-- Data supplied follows --

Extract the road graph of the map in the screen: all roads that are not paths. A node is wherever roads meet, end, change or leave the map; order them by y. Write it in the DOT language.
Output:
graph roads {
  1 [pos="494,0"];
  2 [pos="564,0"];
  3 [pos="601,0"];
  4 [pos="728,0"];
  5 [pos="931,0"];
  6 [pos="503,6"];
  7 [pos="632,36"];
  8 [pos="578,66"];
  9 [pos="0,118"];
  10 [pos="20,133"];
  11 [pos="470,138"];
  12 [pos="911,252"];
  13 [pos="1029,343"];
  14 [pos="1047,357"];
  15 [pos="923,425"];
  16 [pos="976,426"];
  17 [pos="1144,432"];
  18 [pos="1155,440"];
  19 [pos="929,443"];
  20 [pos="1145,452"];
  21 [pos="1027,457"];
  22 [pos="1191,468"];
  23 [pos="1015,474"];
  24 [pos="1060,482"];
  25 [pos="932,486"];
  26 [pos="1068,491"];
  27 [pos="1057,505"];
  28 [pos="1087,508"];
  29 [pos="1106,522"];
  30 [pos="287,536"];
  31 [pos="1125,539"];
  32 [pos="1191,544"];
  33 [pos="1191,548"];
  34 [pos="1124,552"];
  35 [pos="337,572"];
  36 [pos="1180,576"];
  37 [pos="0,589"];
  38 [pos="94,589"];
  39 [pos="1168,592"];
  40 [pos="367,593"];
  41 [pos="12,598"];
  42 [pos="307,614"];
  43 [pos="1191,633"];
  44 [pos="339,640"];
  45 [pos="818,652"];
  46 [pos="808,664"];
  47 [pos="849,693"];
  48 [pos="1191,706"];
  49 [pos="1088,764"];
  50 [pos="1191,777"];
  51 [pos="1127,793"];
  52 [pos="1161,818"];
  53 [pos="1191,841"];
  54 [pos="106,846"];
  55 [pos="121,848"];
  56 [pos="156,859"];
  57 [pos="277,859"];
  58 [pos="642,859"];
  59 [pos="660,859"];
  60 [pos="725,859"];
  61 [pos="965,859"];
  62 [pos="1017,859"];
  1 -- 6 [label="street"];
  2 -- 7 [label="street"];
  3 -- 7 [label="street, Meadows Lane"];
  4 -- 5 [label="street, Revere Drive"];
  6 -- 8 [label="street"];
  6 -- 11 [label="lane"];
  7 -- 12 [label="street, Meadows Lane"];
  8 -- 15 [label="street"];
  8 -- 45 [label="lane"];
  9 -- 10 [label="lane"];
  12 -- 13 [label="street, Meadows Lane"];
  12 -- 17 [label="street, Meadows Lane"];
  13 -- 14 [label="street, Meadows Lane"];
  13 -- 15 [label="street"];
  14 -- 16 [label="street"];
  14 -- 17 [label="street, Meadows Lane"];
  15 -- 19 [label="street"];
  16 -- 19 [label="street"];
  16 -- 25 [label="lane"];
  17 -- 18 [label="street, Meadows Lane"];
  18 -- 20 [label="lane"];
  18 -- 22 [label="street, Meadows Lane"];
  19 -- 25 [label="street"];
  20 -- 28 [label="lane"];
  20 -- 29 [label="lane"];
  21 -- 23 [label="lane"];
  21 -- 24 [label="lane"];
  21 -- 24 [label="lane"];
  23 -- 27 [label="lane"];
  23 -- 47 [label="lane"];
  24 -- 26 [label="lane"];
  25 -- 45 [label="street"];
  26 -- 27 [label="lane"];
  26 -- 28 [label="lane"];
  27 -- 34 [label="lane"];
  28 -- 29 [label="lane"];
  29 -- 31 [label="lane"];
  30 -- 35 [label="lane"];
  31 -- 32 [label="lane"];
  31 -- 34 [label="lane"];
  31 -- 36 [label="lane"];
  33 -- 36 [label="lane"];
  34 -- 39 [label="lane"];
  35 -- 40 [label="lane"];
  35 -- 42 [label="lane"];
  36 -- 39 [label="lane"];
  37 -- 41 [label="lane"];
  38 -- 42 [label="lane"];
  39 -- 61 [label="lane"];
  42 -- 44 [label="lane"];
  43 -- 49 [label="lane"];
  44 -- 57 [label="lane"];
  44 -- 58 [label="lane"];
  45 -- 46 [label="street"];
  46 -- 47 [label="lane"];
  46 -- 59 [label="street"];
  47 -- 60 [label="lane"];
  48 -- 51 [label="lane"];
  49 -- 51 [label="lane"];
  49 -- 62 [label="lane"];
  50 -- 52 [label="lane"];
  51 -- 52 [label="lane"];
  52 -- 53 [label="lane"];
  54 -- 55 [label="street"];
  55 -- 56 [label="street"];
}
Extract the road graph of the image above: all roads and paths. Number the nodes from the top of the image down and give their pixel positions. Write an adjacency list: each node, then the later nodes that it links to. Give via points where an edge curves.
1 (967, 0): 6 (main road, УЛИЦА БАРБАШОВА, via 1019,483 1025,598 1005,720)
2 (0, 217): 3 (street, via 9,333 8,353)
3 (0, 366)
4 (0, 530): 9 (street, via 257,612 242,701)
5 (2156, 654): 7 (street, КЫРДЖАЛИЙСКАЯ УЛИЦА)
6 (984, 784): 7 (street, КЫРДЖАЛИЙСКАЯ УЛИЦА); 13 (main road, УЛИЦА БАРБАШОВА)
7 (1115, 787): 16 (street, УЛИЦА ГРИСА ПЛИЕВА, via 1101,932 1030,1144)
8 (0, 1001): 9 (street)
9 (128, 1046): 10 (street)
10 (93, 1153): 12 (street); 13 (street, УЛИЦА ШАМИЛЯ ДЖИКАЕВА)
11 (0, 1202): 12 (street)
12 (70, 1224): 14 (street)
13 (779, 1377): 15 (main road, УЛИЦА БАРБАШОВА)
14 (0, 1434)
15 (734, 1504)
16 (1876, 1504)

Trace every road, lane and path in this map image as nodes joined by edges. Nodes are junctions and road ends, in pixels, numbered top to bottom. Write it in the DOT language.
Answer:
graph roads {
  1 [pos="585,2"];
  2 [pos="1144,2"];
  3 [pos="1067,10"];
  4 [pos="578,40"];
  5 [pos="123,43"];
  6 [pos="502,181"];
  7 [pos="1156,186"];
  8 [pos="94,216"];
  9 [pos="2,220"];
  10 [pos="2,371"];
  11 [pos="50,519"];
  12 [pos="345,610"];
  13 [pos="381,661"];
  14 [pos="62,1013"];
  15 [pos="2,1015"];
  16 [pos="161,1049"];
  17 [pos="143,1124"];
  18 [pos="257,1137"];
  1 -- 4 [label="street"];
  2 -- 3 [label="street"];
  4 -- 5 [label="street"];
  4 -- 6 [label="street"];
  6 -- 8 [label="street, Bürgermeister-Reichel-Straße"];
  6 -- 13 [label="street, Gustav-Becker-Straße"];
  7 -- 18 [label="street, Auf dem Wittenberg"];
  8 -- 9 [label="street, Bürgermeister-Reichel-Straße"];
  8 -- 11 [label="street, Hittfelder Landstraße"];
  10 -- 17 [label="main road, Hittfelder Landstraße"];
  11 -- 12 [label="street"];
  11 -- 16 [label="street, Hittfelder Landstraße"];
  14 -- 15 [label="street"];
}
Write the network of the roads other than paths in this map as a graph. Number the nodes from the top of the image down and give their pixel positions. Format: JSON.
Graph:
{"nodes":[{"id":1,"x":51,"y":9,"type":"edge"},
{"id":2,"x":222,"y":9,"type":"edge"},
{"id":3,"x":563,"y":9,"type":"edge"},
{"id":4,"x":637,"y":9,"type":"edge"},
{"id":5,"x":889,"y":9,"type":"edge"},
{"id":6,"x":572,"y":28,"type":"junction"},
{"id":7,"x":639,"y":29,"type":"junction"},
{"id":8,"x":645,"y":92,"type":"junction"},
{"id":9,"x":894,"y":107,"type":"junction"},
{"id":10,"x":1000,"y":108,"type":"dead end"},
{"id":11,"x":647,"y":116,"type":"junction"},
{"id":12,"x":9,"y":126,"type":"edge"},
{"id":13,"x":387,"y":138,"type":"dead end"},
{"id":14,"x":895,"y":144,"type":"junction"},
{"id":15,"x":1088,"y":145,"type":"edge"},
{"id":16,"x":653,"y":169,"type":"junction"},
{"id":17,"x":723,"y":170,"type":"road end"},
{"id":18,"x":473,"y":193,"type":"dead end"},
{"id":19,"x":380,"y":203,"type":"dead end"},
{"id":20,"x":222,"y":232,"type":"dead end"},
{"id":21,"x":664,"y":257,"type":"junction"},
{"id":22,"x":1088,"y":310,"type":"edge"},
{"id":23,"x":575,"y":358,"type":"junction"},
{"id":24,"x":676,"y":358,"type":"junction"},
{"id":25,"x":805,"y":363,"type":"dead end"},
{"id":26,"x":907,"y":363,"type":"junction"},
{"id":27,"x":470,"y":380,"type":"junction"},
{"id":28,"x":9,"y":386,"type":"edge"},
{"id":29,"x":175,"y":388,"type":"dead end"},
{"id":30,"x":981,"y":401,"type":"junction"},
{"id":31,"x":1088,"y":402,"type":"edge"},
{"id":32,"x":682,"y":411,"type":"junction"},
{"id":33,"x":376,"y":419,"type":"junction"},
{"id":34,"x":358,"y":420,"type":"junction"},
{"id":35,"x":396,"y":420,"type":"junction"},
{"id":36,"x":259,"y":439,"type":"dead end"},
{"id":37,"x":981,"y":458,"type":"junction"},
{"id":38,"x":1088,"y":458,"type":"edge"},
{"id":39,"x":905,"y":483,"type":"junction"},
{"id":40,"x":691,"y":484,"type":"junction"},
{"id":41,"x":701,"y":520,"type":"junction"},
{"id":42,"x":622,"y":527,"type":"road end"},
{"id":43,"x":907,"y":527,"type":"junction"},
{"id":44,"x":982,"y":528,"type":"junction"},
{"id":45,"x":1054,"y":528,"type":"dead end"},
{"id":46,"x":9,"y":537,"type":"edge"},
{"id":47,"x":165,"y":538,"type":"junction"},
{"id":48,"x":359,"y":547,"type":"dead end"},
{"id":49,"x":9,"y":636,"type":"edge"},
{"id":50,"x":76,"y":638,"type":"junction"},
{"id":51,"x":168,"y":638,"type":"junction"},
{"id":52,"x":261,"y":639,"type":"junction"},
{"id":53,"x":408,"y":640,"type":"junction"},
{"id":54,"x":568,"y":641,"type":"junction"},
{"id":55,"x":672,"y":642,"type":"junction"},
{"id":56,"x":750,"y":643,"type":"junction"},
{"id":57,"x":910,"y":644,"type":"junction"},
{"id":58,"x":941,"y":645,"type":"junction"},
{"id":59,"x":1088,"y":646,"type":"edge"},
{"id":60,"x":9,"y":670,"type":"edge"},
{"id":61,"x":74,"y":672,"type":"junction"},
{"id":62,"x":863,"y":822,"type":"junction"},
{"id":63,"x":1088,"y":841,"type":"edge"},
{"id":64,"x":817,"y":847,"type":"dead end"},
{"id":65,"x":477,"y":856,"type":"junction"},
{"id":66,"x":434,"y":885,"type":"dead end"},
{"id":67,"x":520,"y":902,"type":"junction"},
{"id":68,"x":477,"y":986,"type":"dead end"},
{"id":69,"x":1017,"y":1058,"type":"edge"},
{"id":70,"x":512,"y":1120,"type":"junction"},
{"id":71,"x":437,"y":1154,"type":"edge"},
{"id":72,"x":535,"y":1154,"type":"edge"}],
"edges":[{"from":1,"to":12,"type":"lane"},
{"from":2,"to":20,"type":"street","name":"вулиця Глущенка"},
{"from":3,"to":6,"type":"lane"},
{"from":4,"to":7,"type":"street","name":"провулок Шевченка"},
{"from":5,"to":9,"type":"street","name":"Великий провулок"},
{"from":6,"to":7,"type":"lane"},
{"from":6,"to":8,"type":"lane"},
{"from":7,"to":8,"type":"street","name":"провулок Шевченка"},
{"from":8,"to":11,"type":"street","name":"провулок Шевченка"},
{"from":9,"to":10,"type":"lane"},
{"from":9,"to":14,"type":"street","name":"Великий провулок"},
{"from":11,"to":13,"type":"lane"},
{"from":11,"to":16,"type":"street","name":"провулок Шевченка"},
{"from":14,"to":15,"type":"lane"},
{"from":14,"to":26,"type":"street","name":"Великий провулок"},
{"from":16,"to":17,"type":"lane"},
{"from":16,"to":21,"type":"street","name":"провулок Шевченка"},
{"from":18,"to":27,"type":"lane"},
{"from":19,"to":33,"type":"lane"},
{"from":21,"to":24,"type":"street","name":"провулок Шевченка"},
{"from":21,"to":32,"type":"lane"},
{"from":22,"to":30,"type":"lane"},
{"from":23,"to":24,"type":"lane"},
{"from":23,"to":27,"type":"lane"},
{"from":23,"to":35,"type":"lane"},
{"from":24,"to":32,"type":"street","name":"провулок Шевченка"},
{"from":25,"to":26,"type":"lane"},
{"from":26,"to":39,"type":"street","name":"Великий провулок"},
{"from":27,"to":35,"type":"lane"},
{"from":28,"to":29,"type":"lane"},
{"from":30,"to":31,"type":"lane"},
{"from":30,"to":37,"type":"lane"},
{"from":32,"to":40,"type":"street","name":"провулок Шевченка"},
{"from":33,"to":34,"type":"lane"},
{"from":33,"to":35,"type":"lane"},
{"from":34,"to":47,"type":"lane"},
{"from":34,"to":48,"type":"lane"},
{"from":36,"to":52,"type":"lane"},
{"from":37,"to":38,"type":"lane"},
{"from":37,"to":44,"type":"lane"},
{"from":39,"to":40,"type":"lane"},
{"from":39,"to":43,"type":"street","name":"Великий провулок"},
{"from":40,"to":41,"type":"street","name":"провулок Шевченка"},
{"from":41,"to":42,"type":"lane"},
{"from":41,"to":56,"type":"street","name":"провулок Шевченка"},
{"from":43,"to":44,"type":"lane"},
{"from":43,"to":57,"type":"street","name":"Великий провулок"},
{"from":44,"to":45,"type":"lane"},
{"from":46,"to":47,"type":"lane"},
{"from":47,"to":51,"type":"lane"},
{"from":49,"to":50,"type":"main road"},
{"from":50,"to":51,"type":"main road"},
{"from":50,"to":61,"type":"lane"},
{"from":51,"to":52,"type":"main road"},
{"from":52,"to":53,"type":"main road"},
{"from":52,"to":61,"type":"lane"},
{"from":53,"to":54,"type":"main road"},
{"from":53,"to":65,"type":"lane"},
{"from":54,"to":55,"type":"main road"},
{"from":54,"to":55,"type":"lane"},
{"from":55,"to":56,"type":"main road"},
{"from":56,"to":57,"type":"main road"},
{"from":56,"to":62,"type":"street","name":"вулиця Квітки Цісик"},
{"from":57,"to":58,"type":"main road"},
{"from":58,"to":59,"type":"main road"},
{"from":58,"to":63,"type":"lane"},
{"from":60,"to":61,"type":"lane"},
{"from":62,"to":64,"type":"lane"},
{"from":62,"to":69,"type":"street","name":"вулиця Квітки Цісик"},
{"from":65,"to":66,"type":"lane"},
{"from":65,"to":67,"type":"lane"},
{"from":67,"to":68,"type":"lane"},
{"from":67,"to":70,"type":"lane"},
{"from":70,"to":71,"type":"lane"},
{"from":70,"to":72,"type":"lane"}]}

-- Data supplied concluded --

The task = From the records above, return each line that has the string "УЛИЦА".

Solution to this problem =
1 (967, 0): 6 (main road, УЛИЦА БАРБАШОВА, via 1019,483 1025,598 1005,720)
5 (2156, 654): 7 (street, КЫРДЖАЛИЙСКАЯ УЛИЦА)
6 (984, 784): 7 (street, КЫРДЖАЛИЙСКАЯ УЛИЦА); 13 (main road, УЛИЦА БАРБАШОВА)
7 (1115, 787): 16 (street, УЛИЦА ГРИСА ПЛИЕВА, via 1101,932 1030,1144)
10 (93, 1153): 12 (street); 13 (street, УЛИЦА ШАМИЛЯ ДЖИКАЕВА)
13 (779, 1377): 15 (main road, УЛИЦА БАРБАШОВА)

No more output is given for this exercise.